TASK INPUTS:

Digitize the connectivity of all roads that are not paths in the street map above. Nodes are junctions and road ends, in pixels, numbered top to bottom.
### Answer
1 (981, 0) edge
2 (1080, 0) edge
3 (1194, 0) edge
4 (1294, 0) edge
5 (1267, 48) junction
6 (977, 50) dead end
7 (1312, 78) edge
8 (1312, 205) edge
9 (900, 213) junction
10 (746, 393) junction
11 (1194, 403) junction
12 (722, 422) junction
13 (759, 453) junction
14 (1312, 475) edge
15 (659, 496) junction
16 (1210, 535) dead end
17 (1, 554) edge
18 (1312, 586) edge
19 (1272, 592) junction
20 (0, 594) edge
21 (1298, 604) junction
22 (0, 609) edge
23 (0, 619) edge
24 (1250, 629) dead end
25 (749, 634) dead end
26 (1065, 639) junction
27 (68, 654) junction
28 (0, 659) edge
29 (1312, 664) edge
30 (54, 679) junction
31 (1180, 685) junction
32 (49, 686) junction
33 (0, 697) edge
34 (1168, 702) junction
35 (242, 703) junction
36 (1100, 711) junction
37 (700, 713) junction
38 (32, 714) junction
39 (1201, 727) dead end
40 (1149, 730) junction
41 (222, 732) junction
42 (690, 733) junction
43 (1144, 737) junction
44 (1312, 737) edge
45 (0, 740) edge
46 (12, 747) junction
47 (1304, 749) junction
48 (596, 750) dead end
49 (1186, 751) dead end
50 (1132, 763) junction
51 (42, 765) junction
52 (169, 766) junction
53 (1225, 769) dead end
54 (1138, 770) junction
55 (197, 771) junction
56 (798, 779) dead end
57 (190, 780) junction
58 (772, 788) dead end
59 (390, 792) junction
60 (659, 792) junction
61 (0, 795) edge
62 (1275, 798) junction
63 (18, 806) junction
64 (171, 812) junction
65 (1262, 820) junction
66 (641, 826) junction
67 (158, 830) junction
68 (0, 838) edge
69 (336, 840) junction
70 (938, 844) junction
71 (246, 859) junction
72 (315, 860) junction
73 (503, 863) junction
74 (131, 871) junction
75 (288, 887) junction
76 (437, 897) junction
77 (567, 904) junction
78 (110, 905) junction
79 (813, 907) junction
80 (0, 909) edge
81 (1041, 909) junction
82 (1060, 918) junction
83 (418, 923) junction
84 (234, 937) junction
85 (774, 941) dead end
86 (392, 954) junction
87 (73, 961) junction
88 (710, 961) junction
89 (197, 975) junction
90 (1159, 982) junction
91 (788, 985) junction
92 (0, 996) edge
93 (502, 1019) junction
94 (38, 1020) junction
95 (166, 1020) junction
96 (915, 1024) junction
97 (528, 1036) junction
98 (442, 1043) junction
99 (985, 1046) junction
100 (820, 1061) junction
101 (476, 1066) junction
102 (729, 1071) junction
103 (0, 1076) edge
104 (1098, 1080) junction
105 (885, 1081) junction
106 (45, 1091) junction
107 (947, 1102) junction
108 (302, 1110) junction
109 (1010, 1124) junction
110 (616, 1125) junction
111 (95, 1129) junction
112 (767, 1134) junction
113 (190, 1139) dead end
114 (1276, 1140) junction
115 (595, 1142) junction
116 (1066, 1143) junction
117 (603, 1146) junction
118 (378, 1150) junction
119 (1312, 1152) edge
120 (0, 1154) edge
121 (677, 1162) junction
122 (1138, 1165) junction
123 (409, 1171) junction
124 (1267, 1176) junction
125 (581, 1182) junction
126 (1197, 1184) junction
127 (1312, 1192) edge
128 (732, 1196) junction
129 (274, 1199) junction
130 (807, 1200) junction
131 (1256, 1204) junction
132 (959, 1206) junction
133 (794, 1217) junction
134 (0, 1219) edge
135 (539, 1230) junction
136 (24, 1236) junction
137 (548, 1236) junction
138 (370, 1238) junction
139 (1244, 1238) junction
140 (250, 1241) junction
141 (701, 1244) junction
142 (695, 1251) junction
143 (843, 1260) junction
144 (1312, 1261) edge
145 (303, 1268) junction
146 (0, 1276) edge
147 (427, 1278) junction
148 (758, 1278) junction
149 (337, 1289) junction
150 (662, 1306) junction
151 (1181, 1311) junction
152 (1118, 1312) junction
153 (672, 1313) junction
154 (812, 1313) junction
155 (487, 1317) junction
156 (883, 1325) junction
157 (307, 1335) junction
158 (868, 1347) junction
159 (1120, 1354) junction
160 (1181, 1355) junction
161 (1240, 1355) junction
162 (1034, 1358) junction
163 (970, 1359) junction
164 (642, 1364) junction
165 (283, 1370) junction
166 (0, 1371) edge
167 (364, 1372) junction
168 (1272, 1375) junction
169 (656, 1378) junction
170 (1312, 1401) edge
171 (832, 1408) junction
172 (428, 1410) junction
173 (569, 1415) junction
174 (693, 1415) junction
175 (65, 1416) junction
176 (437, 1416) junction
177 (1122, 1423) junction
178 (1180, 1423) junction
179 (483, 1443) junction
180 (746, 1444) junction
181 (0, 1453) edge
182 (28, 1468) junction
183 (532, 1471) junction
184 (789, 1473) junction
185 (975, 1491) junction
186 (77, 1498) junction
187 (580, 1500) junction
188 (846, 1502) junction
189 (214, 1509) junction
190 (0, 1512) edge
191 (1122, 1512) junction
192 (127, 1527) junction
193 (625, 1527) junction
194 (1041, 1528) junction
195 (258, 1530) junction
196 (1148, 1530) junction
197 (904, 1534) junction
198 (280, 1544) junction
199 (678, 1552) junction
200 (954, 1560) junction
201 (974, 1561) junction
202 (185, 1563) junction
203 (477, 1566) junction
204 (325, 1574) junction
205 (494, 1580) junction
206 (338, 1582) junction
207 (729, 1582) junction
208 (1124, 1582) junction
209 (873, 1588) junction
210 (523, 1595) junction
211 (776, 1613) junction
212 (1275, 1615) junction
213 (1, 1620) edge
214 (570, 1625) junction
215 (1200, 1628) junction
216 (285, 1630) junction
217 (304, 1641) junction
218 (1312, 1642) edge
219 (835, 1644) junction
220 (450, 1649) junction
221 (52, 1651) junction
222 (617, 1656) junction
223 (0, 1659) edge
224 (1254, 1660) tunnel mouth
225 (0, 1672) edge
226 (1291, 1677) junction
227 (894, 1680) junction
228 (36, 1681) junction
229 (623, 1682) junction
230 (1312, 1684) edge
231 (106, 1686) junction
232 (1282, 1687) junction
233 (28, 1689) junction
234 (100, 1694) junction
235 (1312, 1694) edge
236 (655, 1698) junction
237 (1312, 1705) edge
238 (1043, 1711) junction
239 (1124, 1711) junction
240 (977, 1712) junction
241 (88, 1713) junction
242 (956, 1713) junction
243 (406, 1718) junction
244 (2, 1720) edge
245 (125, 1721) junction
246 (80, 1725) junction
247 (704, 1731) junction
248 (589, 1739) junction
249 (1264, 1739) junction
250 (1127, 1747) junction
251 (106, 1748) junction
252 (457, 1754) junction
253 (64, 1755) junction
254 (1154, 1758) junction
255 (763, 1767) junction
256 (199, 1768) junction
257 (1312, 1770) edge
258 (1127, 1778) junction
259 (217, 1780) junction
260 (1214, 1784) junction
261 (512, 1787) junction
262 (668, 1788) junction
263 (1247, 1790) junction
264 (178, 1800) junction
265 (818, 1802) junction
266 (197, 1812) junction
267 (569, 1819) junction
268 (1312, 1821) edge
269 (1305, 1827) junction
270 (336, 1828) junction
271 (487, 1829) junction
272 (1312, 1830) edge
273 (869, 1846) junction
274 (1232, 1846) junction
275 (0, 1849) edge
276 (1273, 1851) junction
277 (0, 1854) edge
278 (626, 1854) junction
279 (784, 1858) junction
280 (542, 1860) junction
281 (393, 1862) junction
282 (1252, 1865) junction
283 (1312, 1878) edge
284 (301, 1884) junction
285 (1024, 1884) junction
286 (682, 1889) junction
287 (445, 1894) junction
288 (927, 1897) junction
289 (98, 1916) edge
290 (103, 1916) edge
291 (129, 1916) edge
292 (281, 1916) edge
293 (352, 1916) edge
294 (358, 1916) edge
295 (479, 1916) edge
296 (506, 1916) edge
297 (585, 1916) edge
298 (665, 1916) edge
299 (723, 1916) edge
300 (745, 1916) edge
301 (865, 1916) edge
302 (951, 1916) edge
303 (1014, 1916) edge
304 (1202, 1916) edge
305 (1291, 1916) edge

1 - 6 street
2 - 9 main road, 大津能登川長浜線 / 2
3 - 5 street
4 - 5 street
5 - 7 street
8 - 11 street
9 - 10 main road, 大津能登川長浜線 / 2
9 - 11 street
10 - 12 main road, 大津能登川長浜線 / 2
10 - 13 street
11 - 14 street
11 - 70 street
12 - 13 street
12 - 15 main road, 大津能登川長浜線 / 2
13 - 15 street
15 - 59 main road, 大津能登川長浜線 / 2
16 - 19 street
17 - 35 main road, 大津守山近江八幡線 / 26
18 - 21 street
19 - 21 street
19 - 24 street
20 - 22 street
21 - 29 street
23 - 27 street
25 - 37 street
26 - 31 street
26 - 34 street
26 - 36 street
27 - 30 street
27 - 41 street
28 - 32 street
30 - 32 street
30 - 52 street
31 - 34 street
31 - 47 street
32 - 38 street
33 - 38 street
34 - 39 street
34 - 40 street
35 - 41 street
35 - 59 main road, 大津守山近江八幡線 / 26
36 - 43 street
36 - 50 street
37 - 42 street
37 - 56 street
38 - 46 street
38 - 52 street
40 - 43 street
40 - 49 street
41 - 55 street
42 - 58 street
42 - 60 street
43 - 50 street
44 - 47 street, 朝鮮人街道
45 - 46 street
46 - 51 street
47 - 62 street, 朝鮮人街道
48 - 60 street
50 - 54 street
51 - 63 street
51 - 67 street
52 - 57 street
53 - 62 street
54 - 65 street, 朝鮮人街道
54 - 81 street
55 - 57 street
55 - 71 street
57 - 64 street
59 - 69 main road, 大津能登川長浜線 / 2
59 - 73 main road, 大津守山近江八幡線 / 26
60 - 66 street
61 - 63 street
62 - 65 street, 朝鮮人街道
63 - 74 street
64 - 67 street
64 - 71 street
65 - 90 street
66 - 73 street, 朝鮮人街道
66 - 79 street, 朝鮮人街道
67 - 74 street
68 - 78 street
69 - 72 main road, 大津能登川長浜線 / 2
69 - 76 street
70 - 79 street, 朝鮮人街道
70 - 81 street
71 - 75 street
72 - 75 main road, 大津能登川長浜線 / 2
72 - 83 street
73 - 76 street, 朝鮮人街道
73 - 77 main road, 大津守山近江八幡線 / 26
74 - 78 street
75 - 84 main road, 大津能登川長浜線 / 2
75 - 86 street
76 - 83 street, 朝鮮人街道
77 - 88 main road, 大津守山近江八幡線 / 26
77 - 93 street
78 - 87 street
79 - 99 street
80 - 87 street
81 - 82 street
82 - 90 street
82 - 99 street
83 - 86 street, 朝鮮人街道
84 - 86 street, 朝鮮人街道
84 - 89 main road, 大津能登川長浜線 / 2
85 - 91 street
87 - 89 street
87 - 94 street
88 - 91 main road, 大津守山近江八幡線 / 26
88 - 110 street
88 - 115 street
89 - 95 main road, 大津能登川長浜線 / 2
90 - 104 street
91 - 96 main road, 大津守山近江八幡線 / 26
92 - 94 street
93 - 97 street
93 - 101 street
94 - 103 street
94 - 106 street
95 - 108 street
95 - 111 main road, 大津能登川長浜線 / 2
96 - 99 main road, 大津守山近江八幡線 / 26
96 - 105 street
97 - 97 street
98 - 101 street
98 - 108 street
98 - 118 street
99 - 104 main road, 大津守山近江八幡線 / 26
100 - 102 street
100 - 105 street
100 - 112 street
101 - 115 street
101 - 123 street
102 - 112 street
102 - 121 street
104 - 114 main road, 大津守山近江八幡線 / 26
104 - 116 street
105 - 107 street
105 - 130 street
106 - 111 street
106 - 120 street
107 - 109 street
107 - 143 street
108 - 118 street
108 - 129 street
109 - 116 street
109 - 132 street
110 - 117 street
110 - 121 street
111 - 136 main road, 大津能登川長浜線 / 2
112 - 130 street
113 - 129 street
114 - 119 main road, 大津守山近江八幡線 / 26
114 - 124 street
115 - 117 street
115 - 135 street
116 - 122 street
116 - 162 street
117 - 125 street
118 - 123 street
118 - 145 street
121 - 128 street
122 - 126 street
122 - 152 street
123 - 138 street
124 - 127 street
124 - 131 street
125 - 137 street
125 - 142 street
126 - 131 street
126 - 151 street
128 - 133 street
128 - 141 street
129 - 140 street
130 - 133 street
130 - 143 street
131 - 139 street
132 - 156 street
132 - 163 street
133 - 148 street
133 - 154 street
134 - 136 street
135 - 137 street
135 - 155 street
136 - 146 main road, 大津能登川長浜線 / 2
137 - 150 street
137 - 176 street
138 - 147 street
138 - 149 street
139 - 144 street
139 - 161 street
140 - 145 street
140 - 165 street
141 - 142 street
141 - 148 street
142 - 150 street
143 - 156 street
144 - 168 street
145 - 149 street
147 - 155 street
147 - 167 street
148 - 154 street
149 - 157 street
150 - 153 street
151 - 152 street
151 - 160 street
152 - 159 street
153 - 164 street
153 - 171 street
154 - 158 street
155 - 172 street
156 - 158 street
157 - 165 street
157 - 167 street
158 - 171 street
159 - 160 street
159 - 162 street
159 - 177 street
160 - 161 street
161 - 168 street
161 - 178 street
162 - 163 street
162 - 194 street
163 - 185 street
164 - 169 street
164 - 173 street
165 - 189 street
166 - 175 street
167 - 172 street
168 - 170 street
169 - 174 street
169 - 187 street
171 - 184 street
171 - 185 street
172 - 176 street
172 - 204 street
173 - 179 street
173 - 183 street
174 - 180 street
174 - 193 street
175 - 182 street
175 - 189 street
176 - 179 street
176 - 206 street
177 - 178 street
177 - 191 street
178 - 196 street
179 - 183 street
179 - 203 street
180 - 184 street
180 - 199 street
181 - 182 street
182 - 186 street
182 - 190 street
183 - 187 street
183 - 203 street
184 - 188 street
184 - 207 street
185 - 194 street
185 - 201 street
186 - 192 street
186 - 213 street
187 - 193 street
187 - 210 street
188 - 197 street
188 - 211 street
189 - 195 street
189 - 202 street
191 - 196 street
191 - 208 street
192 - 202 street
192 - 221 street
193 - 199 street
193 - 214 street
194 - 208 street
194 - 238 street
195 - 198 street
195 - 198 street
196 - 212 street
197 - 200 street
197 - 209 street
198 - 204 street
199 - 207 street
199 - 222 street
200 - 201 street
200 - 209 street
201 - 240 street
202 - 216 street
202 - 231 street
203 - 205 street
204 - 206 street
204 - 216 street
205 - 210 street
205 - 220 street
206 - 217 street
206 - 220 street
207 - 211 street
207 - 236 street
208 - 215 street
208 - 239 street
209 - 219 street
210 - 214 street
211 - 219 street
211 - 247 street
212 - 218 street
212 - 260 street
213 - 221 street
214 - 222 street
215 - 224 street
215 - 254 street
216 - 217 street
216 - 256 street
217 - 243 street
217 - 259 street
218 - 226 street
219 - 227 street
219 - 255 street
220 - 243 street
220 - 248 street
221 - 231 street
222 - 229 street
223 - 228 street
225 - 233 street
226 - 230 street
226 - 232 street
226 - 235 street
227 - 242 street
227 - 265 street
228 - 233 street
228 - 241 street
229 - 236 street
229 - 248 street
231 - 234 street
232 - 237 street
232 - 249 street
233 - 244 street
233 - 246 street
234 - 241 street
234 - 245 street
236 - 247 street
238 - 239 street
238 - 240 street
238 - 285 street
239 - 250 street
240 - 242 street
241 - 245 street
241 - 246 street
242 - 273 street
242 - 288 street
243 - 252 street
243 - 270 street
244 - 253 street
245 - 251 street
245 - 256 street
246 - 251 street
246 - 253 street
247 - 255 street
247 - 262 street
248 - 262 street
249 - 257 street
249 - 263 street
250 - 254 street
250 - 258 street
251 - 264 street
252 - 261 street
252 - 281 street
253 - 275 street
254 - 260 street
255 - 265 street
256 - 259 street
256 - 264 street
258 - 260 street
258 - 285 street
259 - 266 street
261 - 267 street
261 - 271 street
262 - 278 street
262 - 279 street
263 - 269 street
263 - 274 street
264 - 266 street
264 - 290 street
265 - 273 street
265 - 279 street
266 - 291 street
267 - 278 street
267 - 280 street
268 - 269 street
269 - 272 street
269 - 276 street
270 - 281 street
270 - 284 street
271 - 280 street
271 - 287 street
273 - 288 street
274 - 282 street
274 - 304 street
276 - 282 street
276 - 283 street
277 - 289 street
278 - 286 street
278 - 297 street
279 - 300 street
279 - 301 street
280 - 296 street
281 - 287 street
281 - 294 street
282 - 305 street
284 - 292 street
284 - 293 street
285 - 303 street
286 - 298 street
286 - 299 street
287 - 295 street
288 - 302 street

YOUR OBJECTIVE: Examine the listing and say how many of its lines contain the string "dead". Give the number alone.

WRITTEN RESPONSE: 12